Film français de Sylvie Verheyde (2022), avec Flavie Delangle, Marina Foïs, Benjamin Biolay, Louise Malek, Prune Richard, Paul Manniez, Noémie Zeitoun, Frédéric Sandeau… 1h50. Sortie le 14 décembre 2022.
Marina Foïs, Flavie Delangle et Benjamin Biolay
Cinéaste résolument indépendante, Sylvie Verheyde a longtemps eu pour muse la comédienne Karole Rocher qu’elle adouba comme alter ego dans ses trois premiers longs métrages dont Stella (2008) où elle incarnait la mère de l’héroïne. Son nouveau film se présente comme son prolongement logique, chronique d’une adolescente à l’orée de la vie dont le voyage au bout de la nuit se déroule dans le Paris des années 80, avant même que ne se profile à l’horizon le spectre de la maladie d’amour, le sida. Ce nouveau volet de son autobiographie vaut à la cinéaste de révéler une nouvelle interprète en la personne de Flavie Delangle, impeccable dans le rôle ingrat d’une fille qui ose rêver sa vie pour échapper à sa condition, sans pour autant renier ses origines prolétaires et rien céder de ses convictions.

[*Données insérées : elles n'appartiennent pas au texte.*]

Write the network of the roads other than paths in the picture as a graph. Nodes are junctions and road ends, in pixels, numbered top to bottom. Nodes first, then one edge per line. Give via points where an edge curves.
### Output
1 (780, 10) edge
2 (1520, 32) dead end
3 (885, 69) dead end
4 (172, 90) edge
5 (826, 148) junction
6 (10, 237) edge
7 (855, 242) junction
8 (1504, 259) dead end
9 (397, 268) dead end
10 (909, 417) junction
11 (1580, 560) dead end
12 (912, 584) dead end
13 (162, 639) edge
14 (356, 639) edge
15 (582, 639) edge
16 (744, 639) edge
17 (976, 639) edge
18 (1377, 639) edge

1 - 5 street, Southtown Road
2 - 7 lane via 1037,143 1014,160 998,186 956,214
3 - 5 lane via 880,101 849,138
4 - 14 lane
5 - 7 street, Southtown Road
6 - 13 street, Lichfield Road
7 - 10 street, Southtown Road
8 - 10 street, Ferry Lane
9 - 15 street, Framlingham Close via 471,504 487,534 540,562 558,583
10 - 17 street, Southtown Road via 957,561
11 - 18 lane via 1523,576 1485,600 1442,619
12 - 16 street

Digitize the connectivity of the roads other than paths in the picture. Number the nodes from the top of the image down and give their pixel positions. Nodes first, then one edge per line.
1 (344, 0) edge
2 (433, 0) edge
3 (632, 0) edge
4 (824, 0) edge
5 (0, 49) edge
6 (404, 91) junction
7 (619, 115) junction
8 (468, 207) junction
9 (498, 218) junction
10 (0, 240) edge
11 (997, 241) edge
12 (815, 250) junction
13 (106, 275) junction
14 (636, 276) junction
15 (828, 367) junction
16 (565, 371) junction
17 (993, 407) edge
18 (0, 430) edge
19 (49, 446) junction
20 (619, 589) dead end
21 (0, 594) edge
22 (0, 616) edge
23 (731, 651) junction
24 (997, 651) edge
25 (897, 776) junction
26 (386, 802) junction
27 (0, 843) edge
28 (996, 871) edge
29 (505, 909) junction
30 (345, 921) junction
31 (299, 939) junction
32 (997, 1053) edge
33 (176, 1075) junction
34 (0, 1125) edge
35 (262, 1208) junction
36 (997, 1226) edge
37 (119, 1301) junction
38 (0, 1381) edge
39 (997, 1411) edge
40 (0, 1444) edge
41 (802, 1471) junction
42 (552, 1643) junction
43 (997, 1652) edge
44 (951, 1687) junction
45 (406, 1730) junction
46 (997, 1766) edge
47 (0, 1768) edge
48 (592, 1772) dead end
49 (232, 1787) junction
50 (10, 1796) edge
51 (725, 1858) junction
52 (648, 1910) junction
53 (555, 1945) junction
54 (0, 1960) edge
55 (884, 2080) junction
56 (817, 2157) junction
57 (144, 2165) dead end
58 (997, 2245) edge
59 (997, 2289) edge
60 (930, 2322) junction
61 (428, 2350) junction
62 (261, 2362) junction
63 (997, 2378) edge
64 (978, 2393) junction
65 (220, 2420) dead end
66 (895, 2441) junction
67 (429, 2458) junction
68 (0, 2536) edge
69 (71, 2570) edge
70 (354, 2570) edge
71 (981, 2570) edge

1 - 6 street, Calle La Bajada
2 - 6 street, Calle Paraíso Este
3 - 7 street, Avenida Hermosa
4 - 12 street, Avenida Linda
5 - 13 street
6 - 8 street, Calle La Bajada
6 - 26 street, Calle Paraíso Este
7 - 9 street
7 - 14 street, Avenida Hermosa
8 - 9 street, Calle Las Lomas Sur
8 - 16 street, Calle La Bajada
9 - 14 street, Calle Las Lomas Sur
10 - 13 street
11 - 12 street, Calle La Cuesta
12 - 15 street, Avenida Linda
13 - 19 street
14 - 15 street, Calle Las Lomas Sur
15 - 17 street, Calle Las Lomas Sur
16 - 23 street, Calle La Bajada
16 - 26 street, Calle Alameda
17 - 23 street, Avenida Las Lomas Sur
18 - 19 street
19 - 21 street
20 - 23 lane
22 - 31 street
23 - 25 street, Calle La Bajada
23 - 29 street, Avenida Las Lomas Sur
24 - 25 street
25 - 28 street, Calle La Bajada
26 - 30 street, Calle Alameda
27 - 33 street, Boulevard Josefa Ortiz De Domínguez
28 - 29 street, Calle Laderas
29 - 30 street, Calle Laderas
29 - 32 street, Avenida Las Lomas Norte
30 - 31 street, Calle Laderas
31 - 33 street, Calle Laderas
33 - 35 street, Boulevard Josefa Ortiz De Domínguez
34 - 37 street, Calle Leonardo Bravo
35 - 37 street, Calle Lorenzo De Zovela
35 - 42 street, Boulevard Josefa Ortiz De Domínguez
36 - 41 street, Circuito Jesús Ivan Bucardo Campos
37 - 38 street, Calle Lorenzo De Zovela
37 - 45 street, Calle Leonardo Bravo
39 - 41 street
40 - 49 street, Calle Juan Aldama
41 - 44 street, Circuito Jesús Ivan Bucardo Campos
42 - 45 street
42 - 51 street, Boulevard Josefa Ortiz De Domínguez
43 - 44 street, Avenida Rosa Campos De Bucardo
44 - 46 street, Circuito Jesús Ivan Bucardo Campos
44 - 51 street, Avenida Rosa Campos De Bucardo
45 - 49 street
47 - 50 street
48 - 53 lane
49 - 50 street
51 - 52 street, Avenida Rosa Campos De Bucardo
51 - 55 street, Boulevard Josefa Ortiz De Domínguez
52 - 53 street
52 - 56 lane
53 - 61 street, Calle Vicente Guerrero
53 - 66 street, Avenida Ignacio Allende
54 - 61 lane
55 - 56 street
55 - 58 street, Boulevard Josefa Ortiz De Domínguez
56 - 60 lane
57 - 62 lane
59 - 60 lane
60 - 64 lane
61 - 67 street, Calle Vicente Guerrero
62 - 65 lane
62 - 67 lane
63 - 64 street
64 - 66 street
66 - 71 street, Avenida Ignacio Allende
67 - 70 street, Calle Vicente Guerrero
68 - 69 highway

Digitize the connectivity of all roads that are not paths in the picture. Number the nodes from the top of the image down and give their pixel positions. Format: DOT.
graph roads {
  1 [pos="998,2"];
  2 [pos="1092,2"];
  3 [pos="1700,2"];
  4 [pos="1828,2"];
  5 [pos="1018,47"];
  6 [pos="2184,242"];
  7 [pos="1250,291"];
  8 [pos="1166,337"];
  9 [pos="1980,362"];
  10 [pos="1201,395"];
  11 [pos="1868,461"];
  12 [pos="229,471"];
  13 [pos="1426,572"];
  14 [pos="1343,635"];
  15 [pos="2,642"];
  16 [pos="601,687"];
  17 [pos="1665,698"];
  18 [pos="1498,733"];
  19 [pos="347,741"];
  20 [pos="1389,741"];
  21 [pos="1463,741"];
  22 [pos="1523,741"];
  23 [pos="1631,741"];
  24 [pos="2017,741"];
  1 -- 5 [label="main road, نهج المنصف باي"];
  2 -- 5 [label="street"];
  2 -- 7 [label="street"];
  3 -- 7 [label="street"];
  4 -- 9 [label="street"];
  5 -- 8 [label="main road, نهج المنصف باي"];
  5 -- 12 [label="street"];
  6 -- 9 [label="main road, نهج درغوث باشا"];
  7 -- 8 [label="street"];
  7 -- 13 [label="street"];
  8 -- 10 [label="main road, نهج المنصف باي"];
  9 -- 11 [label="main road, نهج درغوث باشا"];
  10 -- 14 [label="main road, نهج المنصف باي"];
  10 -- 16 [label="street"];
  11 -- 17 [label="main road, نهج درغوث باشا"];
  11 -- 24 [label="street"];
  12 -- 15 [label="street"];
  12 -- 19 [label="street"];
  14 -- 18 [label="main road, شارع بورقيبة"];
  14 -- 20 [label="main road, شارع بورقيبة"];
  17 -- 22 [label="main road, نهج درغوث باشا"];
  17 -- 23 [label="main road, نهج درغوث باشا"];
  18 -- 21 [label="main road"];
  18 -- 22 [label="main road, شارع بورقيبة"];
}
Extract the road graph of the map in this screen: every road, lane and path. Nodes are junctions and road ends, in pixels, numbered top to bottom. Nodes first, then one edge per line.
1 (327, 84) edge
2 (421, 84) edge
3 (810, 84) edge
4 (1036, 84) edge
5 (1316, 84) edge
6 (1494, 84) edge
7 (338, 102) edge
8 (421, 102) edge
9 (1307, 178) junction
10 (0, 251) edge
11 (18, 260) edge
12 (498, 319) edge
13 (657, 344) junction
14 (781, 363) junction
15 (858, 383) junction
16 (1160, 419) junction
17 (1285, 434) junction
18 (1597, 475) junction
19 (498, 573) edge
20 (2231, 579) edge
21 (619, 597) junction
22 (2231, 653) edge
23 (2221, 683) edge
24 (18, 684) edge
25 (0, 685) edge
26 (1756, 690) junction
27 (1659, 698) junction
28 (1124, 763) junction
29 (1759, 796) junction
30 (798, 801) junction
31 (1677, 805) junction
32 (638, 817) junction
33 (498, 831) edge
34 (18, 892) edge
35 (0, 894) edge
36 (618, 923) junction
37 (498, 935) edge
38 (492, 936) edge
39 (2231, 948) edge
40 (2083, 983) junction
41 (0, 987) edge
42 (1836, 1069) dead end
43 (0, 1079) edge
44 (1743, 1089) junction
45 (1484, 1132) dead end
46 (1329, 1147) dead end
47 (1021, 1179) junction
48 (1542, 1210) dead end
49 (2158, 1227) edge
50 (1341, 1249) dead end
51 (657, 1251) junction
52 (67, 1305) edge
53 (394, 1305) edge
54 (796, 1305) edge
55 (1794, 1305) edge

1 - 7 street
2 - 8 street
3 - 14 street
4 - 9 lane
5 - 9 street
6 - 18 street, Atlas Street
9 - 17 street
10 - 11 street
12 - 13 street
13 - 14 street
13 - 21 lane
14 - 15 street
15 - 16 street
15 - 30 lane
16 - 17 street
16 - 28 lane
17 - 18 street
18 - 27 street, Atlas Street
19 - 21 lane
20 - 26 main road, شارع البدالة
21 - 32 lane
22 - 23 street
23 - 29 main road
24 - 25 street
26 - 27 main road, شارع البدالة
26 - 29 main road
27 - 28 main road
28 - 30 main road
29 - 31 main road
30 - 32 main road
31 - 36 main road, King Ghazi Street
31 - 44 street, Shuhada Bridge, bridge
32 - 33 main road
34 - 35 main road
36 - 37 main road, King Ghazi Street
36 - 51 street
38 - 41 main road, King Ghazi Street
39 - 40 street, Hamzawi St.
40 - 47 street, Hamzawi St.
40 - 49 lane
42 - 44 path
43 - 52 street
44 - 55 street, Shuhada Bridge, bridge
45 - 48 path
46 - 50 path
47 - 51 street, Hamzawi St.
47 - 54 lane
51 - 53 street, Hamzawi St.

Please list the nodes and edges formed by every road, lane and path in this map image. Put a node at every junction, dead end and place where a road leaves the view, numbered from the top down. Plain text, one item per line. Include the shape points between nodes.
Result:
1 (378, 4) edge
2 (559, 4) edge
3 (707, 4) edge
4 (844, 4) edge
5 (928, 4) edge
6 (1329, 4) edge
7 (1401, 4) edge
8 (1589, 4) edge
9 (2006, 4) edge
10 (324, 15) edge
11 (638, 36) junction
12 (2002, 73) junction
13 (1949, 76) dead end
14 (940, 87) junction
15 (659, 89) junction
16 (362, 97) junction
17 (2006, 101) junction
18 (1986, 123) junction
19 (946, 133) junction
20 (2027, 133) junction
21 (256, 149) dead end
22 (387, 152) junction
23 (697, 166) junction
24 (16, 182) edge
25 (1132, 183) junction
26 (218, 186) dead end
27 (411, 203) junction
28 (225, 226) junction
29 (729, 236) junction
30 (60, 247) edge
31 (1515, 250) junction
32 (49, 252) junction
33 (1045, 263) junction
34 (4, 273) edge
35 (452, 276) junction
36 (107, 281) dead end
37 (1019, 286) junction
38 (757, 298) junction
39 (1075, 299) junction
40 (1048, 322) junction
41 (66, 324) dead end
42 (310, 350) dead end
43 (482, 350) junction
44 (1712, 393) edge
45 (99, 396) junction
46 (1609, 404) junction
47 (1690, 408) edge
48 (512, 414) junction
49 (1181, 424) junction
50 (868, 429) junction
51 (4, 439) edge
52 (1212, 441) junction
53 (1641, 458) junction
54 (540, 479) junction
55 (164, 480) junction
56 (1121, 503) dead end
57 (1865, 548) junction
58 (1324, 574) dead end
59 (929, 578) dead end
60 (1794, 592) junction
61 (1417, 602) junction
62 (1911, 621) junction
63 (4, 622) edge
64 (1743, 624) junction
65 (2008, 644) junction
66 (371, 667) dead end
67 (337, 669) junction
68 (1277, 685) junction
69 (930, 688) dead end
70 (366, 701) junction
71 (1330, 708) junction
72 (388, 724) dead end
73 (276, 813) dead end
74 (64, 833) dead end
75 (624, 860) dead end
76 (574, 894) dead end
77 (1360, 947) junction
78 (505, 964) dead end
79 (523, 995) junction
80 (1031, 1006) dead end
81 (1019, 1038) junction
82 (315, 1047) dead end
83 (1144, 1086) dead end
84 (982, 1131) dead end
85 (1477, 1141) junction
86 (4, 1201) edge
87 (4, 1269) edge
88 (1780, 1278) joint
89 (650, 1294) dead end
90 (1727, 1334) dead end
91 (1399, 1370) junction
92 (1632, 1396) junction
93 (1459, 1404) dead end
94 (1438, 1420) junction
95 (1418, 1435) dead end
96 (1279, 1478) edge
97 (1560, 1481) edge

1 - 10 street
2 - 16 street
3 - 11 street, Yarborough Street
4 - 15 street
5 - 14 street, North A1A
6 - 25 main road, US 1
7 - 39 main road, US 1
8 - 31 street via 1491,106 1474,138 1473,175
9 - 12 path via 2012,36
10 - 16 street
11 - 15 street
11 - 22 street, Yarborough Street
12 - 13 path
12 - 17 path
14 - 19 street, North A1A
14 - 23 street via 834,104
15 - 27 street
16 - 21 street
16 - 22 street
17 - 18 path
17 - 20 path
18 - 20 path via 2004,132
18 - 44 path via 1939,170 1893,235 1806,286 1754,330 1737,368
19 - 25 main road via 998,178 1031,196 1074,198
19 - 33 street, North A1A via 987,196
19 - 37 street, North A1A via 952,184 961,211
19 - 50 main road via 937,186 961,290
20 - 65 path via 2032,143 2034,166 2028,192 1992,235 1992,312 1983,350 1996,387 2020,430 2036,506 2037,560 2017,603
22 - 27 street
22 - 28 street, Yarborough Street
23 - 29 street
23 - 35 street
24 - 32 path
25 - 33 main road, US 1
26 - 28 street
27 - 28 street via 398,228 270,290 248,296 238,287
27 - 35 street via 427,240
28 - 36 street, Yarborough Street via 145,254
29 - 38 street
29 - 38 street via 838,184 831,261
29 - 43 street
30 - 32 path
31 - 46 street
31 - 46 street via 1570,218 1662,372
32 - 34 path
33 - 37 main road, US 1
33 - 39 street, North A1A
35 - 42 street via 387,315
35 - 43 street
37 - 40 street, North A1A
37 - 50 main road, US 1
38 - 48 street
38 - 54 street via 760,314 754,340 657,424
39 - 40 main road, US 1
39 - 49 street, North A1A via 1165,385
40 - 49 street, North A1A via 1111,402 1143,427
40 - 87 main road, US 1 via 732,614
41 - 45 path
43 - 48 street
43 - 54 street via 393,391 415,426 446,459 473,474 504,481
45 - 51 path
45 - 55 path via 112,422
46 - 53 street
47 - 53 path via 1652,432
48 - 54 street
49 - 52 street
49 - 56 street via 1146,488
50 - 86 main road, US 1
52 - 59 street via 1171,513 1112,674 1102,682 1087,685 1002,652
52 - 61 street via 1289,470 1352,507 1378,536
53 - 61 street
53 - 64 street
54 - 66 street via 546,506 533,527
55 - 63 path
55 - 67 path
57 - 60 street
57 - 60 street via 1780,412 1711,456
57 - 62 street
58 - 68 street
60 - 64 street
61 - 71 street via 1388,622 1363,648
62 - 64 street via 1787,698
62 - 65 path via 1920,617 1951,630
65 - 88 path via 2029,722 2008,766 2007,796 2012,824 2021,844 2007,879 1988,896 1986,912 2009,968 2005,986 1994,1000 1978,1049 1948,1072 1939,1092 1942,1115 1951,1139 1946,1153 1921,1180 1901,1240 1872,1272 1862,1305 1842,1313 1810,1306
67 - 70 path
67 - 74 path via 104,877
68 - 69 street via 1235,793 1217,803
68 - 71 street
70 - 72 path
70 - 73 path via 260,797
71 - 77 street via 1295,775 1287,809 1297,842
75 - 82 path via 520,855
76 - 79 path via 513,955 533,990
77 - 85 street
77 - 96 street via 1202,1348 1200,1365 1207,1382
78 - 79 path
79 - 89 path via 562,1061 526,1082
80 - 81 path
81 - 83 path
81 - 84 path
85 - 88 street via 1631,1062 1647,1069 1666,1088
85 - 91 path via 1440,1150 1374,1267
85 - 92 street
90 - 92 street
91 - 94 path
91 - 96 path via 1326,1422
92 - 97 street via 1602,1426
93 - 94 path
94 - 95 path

Quitte à donner parfois l’impression d’être un peu butée. La réalisatrice excelle dans la reconstitution d’une époque idéalisée a posteriori où règne encore une insouciance qui ne fera pas long feu. Mais ça, personne n’en est encore vraiment conscient. Ce voyage au bout de la nuit parisienne reflète avec une grande justesse les affres d’un âge dit ingrat qui largue avec une certaine méfiance les amarres de l’enfance, tout en plongeant avec une appréhension assumée dans le grand bain de l’âge dit adulte.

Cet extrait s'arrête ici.